**EXERCISE AIM**
Nothing but the text of the listing, repeated exactly, belongs in the answer; leave the images out.

[WORKING DATA]

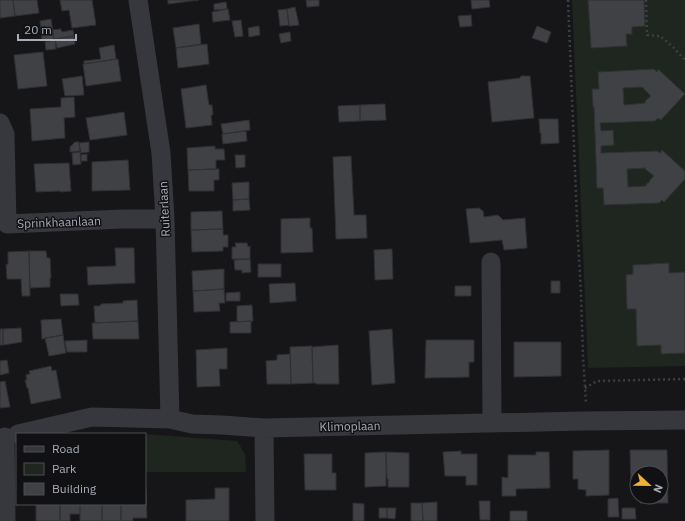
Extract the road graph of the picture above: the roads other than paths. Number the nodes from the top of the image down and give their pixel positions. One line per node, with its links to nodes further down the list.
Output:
1 (138, 0): 3 (street, Ruiterlaan)
2 (0, 123): 4 (street, Sprinkhaanlaan)
3 (165, 219): 4 (street, Sprinkhaanlaan); 6 (street, Ruiterlaan)
4 (4, 224)
5 (491, 262): 8 (street)
6 (170, 419): 9 (street, Klimoplaan); 10 (street, Klimoplaan)
7 (685, 420): 8 (street, Klimoplaan)
8 (492, 423): 9 (street, Klimoplaan)
9 (264, 428): 13 (street)
10 (23, 433)
11 (10, 436): 12 (street)
12 (6, 521)
13 (265, 521)

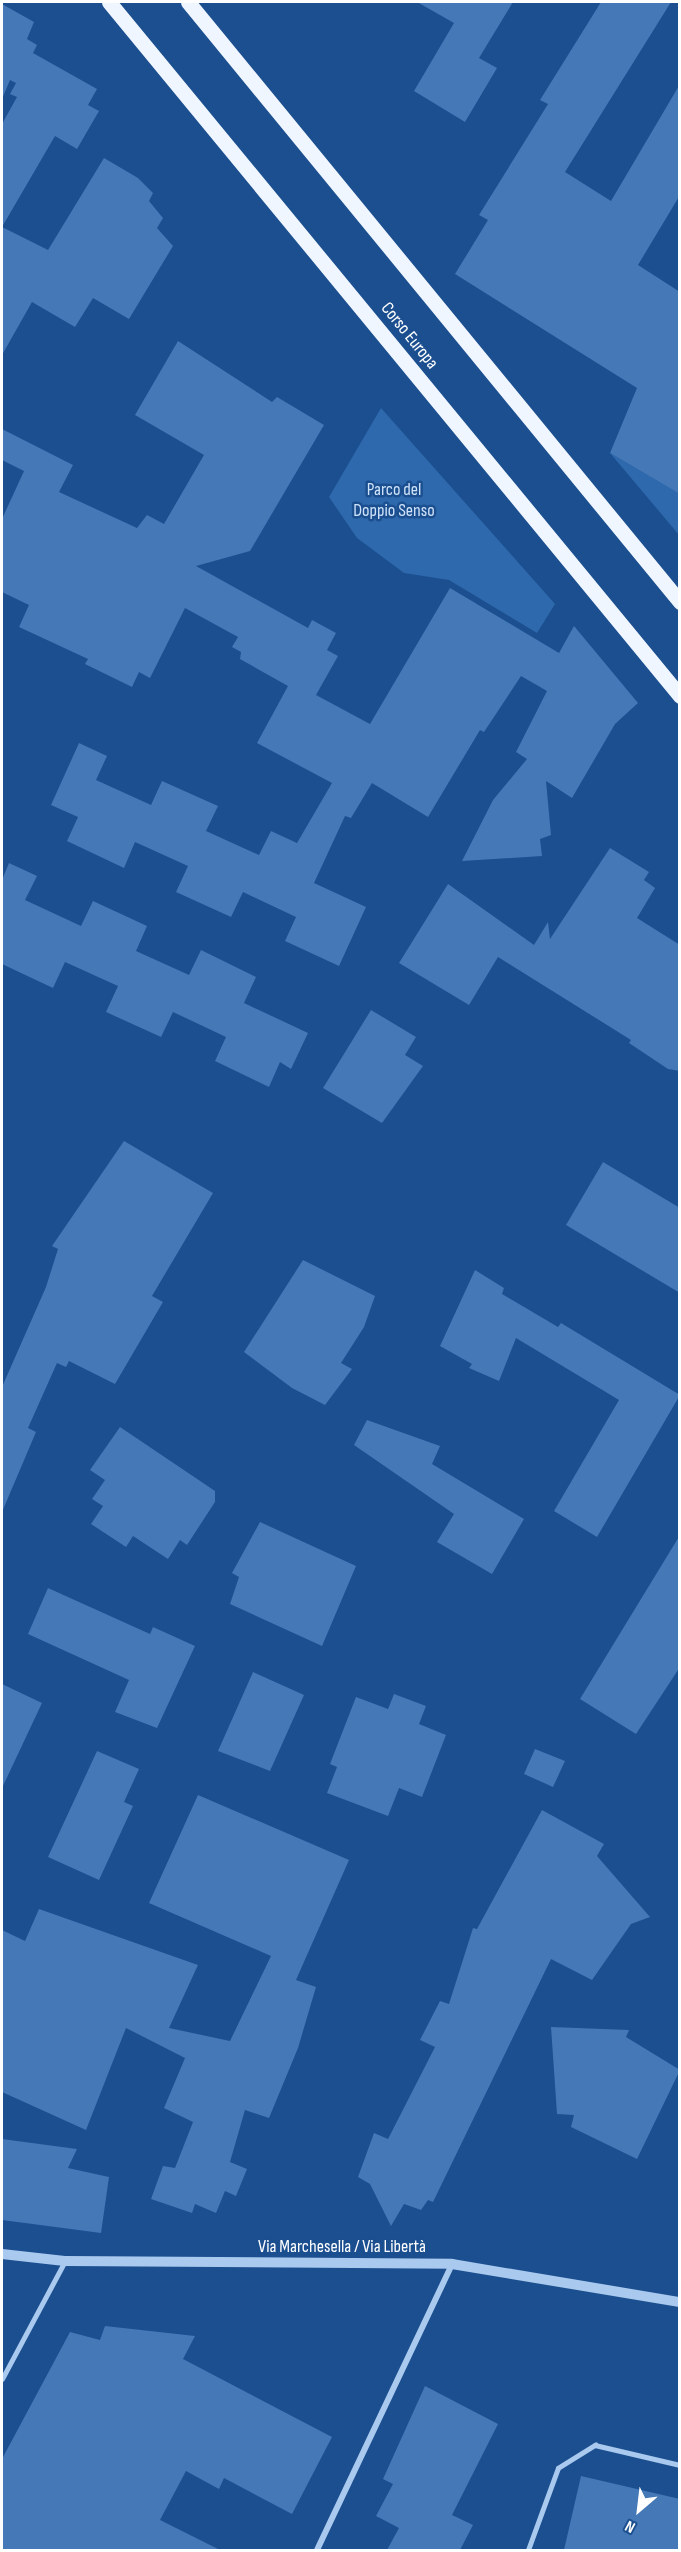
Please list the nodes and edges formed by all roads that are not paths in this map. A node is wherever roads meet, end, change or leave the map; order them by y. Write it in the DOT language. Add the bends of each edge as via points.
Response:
graph roads {
  1 [pos="109,2"];
  2 [pos="188,2"];
  3 [pos="680,602"];
  4 [pos="680,696"];
  5 [pos="2,2254"];
  6 [pos="65,2260"];
  7 [pos="452,2264"];
  8 [pos="680,2302"];
  9 [pos="2,2379"];
  10 [pos="680,2465"];
  11 [pos="316,2550"];
  12 [pos="528,2550"];
  1 -- 4 [label="main road, Corso Europa"];
  2 -- 3 [label="main road"];
  5 -- 6 [label="street, Via Marchesella / Via Libertà"];
  6 -- 7 [label="street, Via Marchesella / Via Libertà"];
  6 -- 9 [label="lane"];
  7 -- 8 [label="street, Via Marchesella / Via Libertà"];
  7 -- 11 [label="street"];
  10 -- 12 [label="lane" via="595,2445 558,2468"];
}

[/WORKING DATA]

**TASK ANSWER**
Extract the road graph of the picture above: the roads other than paths. Number the nodes from the top of the image down and give their pixel positions. One line per node, with its links to nodes further down the list.
Output:
1 (138, 0): 3 (street, Ruiterlaan)
2 (0, 123): 4 (street, Sprinkhaanlaan)
3 (165, 219): 4 (street, Sprinkhaanlaan); 6 (street, Ruiterlaan)
4 (4, 224)
5 (491, 262): 8 (street)
6 (170, 419): 9 (street, Klimoplaan); 10 (street, Klimoplaan)
7 (685, 420): 8 (street, Klimoplaan)
8 (492, 423): 9 (street, Klimoplaan)
9 (264, 428): 13 (street)
10 (23, 433)
11 (10, 436): 12 (street)
12 (6, 521)
13 (265, 521)

Please list the nodes and edges formed by all roads that are not paths in this map. A node is wherever roads meet, end, change or leave the map; order them by y. Write it in the DOT language. Add the bends of each edge as via points.
Response:
graph roads {
  1 [pos="109,2"];
  2 [pos="188,2"];
  3 [pos="680,602"];
  4 [pos="680,696"];
  5 [pos="2,2254"];
  6 [pos="65,2260"];
  7 [pos="452,2264"];
  8 [pos="680,2302"];
  9 [pos="2,2379"];
  10 [pos="680,2465"];
  11 [pos="316,2550"];
  12 [pos="528,2550"];
  1 -- 4 [label="main road, Corso Europa"];
  2 -- 3 [label="main road"];
  5 -- 6 [label="street, Via Marchesella / Via Libertà"];
  6 -- 7 [label="street, Via Marchesella / Via Libertà"];
  6 -- 9 [label="lane"];
  7 -- 8 [label="street, Via Marchesella / Via Libertà"];
  7 -- 11 [label="street"];
  10 -- 12 [label="lane" via="595,2445 558,2468"];
}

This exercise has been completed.